Working from the entries below, tally each line that holds "Alao". Give the tally and nothing else.

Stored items
—————

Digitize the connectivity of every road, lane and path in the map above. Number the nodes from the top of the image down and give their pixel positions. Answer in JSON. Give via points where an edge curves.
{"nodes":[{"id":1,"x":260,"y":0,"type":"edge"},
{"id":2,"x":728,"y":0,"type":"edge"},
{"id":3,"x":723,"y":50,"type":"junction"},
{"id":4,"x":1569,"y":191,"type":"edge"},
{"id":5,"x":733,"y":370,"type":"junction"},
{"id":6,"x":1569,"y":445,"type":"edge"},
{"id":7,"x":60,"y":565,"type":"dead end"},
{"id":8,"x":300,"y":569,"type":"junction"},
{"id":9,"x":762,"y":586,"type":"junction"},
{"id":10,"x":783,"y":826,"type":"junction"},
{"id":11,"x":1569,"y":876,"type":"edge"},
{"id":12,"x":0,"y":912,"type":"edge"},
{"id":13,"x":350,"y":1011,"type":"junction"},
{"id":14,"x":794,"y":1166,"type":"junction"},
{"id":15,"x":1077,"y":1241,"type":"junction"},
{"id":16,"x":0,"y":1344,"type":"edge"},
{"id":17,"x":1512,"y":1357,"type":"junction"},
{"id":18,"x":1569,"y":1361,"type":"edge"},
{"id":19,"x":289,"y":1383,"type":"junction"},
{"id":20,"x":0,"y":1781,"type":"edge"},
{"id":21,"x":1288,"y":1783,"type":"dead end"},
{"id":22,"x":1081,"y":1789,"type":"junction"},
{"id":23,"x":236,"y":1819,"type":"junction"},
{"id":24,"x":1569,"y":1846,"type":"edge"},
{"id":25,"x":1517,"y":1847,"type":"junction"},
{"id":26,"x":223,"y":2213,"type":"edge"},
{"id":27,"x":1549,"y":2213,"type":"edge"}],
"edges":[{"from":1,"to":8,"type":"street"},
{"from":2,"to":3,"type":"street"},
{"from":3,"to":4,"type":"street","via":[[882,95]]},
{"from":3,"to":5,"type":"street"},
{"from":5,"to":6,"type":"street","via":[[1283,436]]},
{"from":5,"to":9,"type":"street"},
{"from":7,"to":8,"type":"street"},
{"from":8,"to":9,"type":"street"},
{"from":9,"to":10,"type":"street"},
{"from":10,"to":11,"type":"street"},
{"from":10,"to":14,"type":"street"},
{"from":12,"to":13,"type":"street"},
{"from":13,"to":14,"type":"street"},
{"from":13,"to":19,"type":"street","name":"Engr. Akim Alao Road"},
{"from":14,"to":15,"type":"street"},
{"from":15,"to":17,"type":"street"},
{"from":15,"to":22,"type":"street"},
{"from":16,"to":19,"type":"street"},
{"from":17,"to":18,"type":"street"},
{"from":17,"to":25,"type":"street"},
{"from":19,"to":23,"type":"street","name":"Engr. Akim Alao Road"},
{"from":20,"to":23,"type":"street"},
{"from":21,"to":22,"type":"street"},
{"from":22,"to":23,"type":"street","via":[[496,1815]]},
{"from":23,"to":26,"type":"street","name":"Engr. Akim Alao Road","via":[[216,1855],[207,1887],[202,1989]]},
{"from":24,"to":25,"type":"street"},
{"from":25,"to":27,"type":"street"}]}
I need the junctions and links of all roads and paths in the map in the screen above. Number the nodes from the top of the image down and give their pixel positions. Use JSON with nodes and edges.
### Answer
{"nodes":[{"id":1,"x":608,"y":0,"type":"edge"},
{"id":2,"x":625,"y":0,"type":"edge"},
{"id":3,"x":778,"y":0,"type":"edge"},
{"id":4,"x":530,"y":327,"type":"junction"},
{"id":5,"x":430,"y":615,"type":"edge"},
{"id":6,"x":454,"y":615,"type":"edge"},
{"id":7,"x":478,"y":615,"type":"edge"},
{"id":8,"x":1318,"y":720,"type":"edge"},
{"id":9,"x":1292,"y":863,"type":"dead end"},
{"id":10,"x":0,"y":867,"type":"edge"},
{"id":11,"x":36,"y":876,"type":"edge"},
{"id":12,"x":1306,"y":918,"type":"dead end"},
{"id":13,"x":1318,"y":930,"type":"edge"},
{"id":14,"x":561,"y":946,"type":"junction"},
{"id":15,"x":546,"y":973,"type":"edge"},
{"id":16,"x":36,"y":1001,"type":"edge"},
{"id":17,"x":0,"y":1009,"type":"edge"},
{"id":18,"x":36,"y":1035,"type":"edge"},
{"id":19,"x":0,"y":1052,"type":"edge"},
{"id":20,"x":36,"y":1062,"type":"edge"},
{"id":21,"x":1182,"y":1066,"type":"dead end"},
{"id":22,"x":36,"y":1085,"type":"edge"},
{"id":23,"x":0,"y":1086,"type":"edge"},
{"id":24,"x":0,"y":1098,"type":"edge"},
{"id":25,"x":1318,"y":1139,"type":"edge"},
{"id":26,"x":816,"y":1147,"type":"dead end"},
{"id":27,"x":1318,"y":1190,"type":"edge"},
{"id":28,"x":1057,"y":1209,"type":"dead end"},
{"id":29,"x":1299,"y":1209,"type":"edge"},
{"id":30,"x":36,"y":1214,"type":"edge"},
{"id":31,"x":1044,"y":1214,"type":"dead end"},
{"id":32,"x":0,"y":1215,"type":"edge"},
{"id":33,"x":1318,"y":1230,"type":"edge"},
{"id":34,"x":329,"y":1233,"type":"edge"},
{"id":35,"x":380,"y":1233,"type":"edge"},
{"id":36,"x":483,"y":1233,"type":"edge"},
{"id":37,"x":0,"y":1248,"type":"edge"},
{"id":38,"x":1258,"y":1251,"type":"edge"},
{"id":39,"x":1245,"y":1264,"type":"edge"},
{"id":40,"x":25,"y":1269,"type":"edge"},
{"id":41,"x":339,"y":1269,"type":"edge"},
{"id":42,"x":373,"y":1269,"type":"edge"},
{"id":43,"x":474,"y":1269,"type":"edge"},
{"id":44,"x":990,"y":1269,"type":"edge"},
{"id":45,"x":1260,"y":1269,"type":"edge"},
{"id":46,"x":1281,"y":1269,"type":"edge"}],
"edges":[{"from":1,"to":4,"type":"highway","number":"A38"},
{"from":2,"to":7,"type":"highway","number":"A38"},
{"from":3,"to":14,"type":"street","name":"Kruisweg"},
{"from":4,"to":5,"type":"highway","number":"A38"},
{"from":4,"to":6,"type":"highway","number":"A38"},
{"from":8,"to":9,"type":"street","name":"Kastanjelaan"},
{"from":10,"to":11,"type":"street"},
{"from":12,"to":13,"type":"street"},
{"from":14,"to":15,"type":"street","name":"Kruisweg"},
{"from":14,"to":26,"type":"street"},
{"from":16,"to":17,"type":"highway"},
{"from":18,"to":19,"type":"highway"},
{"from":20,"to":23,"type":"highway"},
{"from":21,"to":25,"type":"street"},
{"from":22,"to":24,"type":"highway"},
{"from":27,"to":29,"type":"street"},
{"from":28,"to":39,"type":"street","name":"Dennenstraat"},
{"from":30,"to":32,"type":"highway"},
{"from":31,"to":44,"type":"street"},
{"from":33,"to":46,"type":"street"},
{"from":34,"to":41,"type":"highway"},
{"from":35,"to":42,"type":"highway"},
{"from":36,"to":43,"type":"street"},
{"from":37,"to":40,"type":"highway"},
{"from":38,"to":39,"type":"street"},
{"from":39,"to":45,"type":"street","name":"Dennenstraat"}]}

—————

- _REPLY TO THE EXERCISE_: 3